After struggling to get food to the Haitian earthquake survivors who need it most, international relief agencies are now using a new distribution system that focuses on giving the food to women.
They have also divided up the city of Port-au-Prince and the surrounding areas, establishing 16 food distribution points, in hopes of getting food to those most in need more efficiently.
At one of the sites, in an area of Port-au-Prince known as Canape Vert, 1,700 people began lining up just after dawn Sunday.
Most in the two long lines that stretched down the hillside were women, who had been given tokens — paper tickets, really — the day before by local community leaders working with the Irish aid organization GOAL.
"We have 11 Haitian staff that we work with to go to each of the different sites, the different communities that are here in this particular zone that we need to work in," explained GOAL's James Kelly. "We go and we give out those 1,700 tokens each day, and then the following day, each of those people that have a token in their hand know that the distribution will start here between 8 and 9 a.m."
Organizers say they are giving food voucher tickets almost exclusively to women because previous food handouts were sometimes disrupted by young men pushing their way to the front of the line or taking the heavy bags of rice and other dry goods away from women.
They also say women are more likely to ensure that children get enough to eat.
"Our experience around the world is that food is more likely to be equitably shared in the household if it is given to women," Marcus Prior, a spokesman for the United Nations' World Food Program, told The Associated Press.
Reaching The Needy
Until now, relief organizations have been struggling to get enough food delivered to the hundreds of thousands of homeless and hungry people — and many haven't been reached.
Among them is Therese Nozile, 66, who is caring for her grandchildren after their parents were killed in the earthquake.
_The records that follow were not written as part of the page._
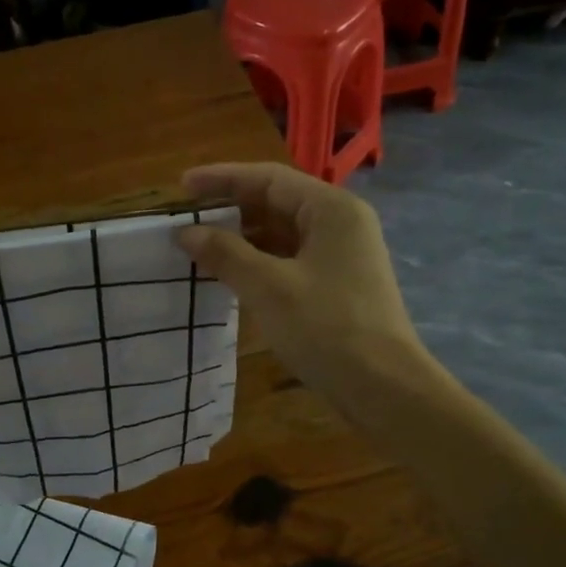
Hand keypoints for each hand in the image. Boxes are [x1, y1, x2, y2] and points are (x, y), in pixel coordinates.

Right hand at [176, 163, 425, 405]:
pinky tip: (229, 275)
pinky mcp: (337, 284)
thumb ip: (226, 254)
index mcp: (331, 210)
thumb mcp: (269, 288)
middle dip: (230, 210)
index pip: (269, 179)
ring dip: (242, 239)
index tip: (181, 187)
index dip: (222, 179)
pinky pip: (290, 259)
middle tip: (186, 220)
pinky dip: (258, 262)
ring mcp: (341, 255)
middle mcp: (340, 223)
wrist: (383, 388)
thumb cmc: (327, 329)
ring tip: (199, 248)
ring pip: (282, 234)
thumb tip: (185, 232)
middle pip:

Standing in line and holding her food ticket tightly in her hand, Nozile said she hadn't received any food assistance yet. The family had been living off borrowed bread and sugar water. So she was relieved to be getting a 55-pound sack of rice.
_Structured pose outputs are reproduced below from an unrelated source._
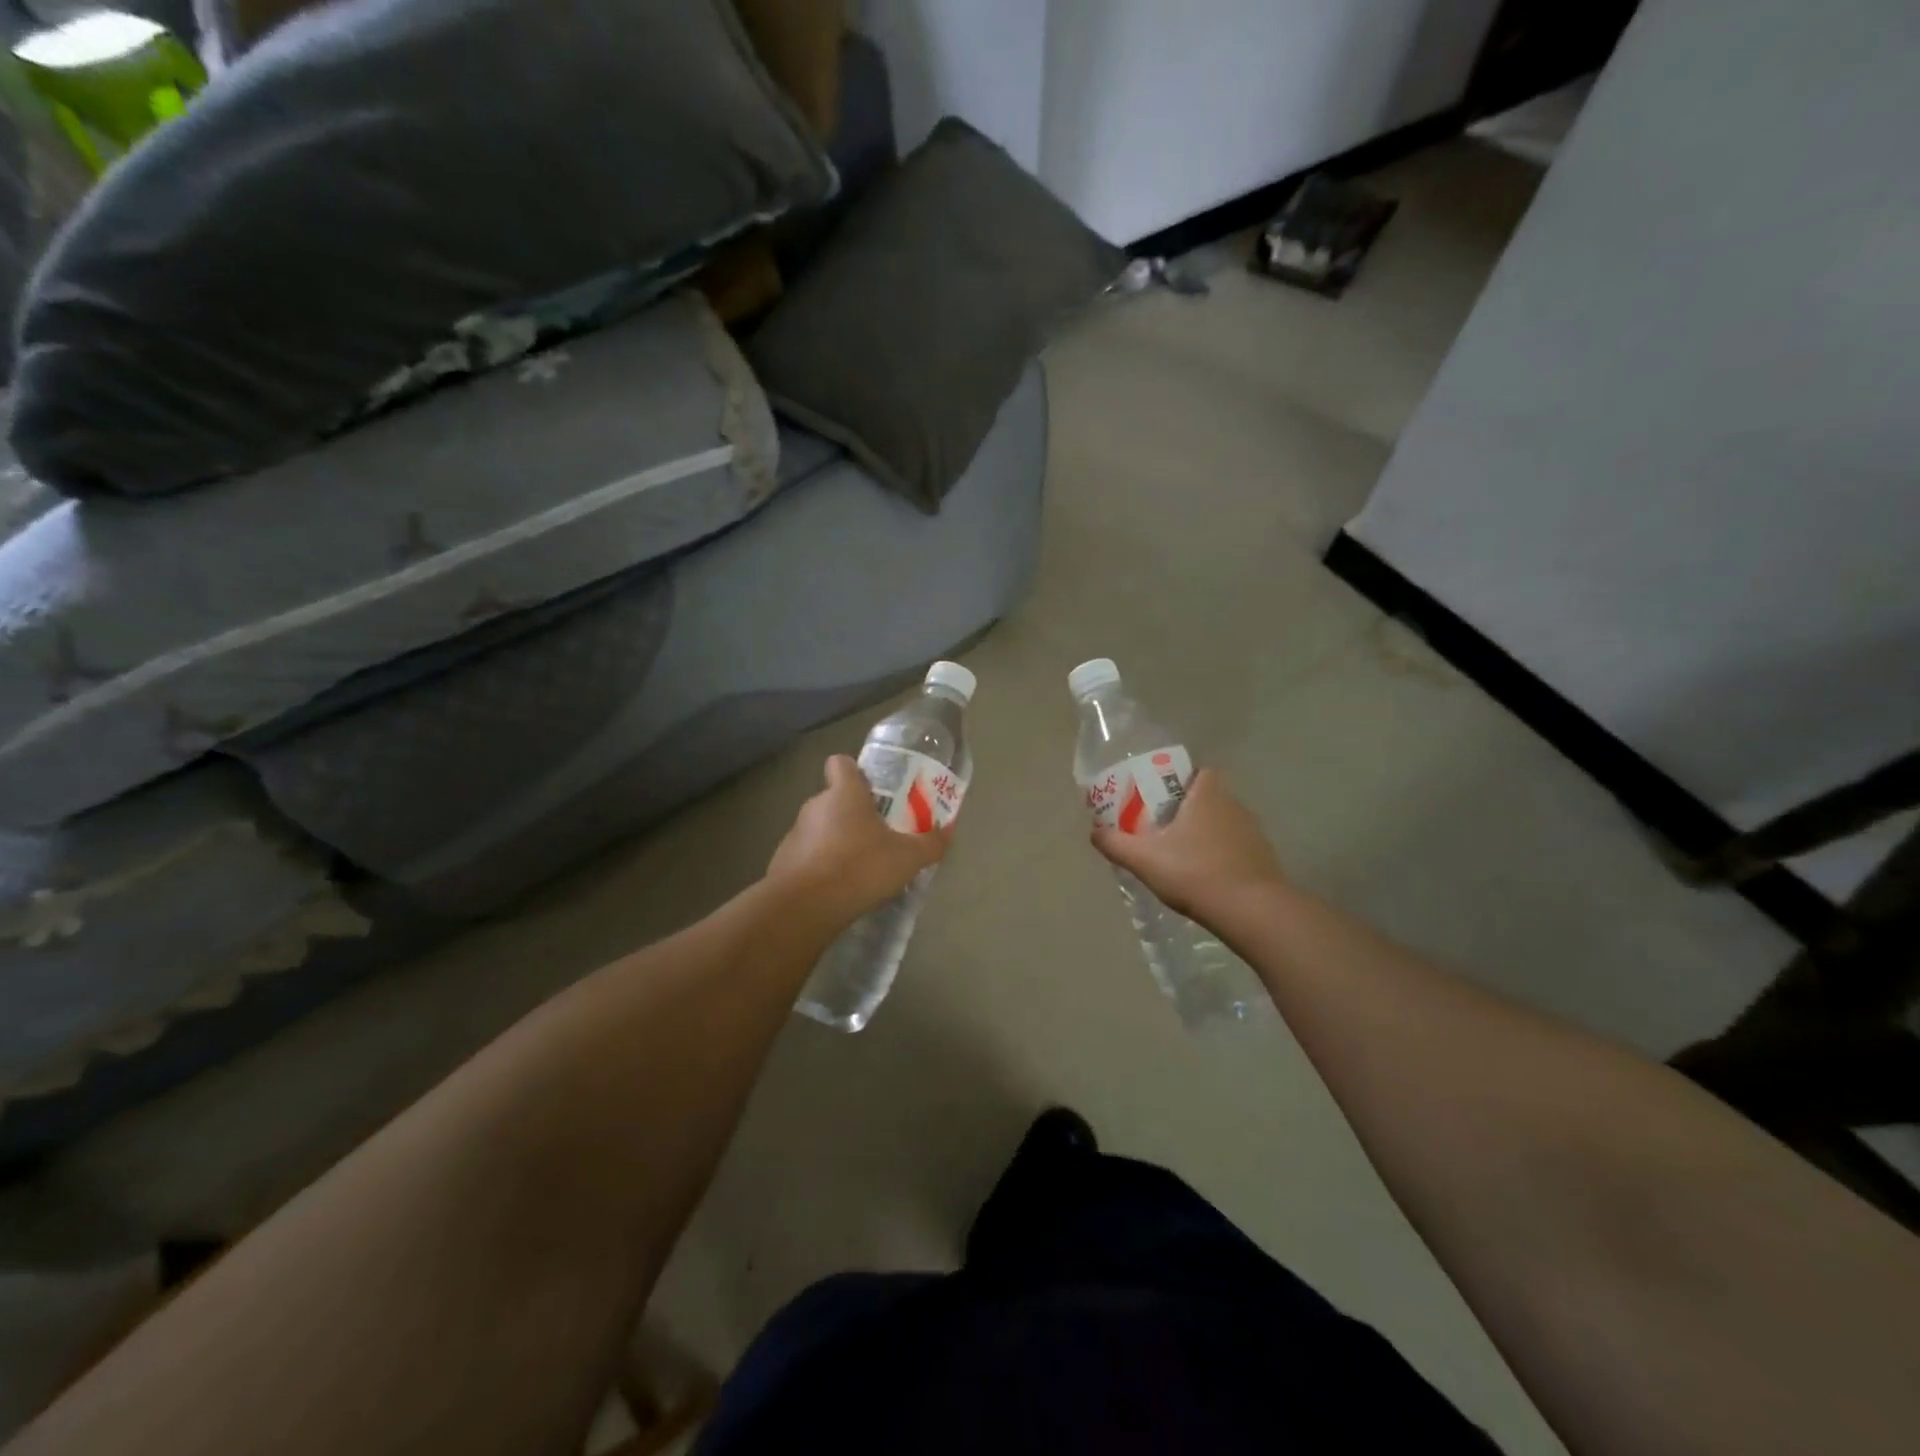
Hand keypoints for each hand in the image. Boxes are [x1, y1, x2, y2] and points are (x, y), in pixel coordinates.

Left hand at [766, 756, 952, 929]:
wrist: (804, 907)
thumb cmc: (859, 867)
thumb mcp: (907, 858)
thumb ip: (930, 843)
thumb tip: (948, 830)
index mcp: (844, 794)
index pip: (841, 763)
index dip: (855, 772)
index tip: (873, 790)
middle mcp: (815, 806)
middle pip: (834, 798)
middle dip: (853, 813)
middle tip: (878, 834)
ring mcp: (794, 834)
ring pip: (820, 828)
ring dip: (836, 841)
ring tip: (860, 867)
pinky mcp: (783, 862)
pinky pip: (808, 855)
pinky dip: (821, 866)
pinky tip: (839, 888)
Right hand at [1091, 769, 1283, 921]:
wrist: (1252, 912)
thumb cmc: (1195, 873)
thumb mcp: (1144, 859)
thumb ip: (1116, 843)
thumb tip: (1094, 833)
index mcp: (1208, 794)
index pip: (1199, 771)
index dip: (1179, 780)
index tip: (1158, 799)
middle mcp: (1234, 805)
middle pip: (1208, 797)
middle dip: (1186, 809)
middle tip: (1160, 829)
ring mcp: (1252, 833)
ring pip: (1222, 823)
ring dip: (1204, 834)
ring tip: (1180, 856)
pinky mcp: (1263, 858)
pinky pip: (1235, 848)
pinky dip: (1220, 856)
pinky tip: (1204, 877)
But Nozile said through a translator that she has no money to buy other foods to mix with the rice, so it won't last long.
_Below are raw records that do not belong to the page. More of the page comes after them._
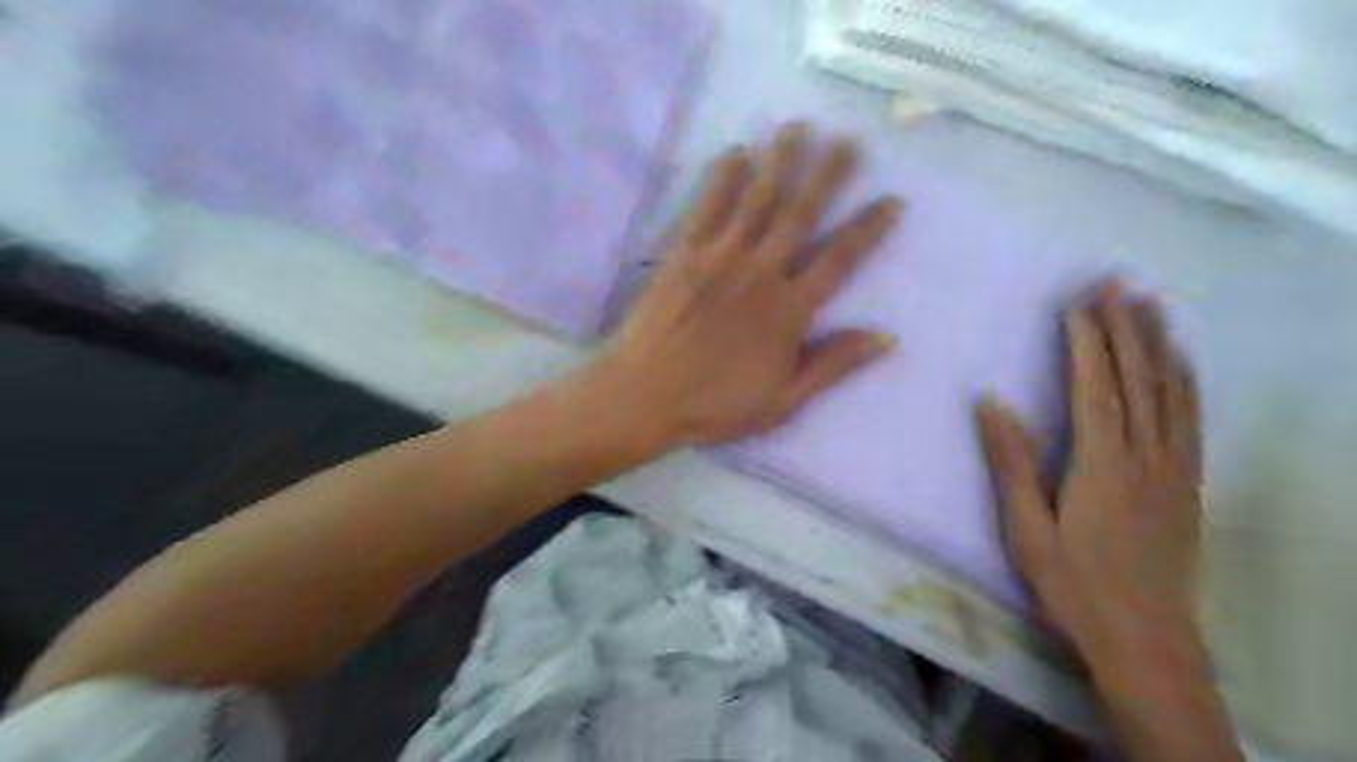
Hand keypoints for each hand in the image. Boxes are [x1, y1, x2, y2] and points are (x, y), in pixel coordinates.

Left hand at [601, 122, 898, 446]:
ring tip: (797, 127)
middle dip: (828, 175)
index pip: (839, 260)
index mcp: (789, 310)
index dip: (868, 228)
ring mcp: (720, 258)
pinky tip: (735, 153)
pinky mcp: (684, 254)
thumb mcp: (783, 401)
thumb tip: (887, 337)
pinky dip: (723, 178)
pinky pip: (708, 207)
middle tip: (848, 140)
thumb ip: (833, 365)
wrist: (644, 395)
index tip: (892, 199)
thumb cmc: (715, 405)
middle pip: (800, 215)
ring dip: (780, 161)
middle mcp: (760, 273)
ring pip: (757, 200)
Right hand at [982, 284, 1202, 669]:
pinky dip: (1186, 383)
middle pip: (1137, 380)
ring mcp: (1173, 469)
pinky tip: (1181, 364)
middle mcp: (1143, 456)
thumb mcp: (1027, 528)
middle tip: (1116, 283)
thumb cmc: (1073, 584)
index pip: (1093, 388)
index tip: (1077, 304)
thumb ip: (1011, 462)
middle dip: (1124, 328)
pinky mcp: (1188, 484)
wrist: (1145, 639)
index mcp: (1099, 465)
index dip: (1086, 343)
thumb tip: (990, 402)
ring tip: (1152, 305)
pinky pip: (1191, 421)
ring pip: (1170, 393)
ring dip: (1159, 344)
"Yes, it will be problem," she said.
The food line was orderly, and protected by a heavy military presence that now includes U.S. soldiers with the U.N. peacekeepers and Haitian police.
Near the head of the line, Nadine Jeudi, 23, said she likes the new process.
"This way is a good one," Jeudi said through a translator. "Better than before. No pushing."
But Jeudi said she only found out about the new food distribution program by word of mouth. That concerns her, because "some people don't know about the distribution."
Tempers Flare
And just as the morning heat began to sear, so did tempers, as a few hundred people without tickets, mostly young men, stood in the street glaring and sometimes shouting at organizers through a wall of U.S. and U.N. soldiers, asking why only women could get the rice.
But it was not only men being kept away from the food line: Among them was a young woman, five months pregnant.
"I don't have any food because everything is about the cards [food tokens]," she said. "If you don't have a card, they don't give you any food."
Organizers tried to tell those without tickets their turn will come — that the food tickets are being handed out one neighborhood or one camp at a time.
Amid the ruckus, a young man noticed a slight and weary old woman crouched down on the curb in the shade. She clutched a food voucher in her hand, but had chosen to wait out of the hot sun. He offered to escort her to the front of the line, which the organizers allowed. After getting her rice, the woman struggled to move the 55-pound sack, and the young man returned and offered to carry it for her.
About 15 minutes later, the woman was back, telling NPR's translator that once they got out of the sight of the U.N. soldiers, he took off running with her rice. The organizers tell her they are sorry, but they cannot give her another bag.
Struggles At Some Sites
Eventually, the military peacekeepers moved those without tickets across the street, and after everyone with a ticket got a bag of rice, the frustrated crowd dispersed peacefully.
But it wasn't the only food distribution site where tempers flared. At the national soccer stadium in downtown Port-au-Prince, peacekeepers used pepper spray to keep a surging crowd out after the rice rations ran out.
There were other problems, too: Seven of the 16 distribution sites weren't ready to open Sunday as planned. Escalating gang violence made it too dangerous to open two of the sites, and five needed more preparation and better distribution of the food ration cards.
U.N. officials say all those sites should be open in the next day or two. Overall, they say, the distribution went well, and the glitches were inevitable.
The World Food Program hopes to distribute rice to 2 million people over the next two weeks. On day one, officials say they reached more than 100,000.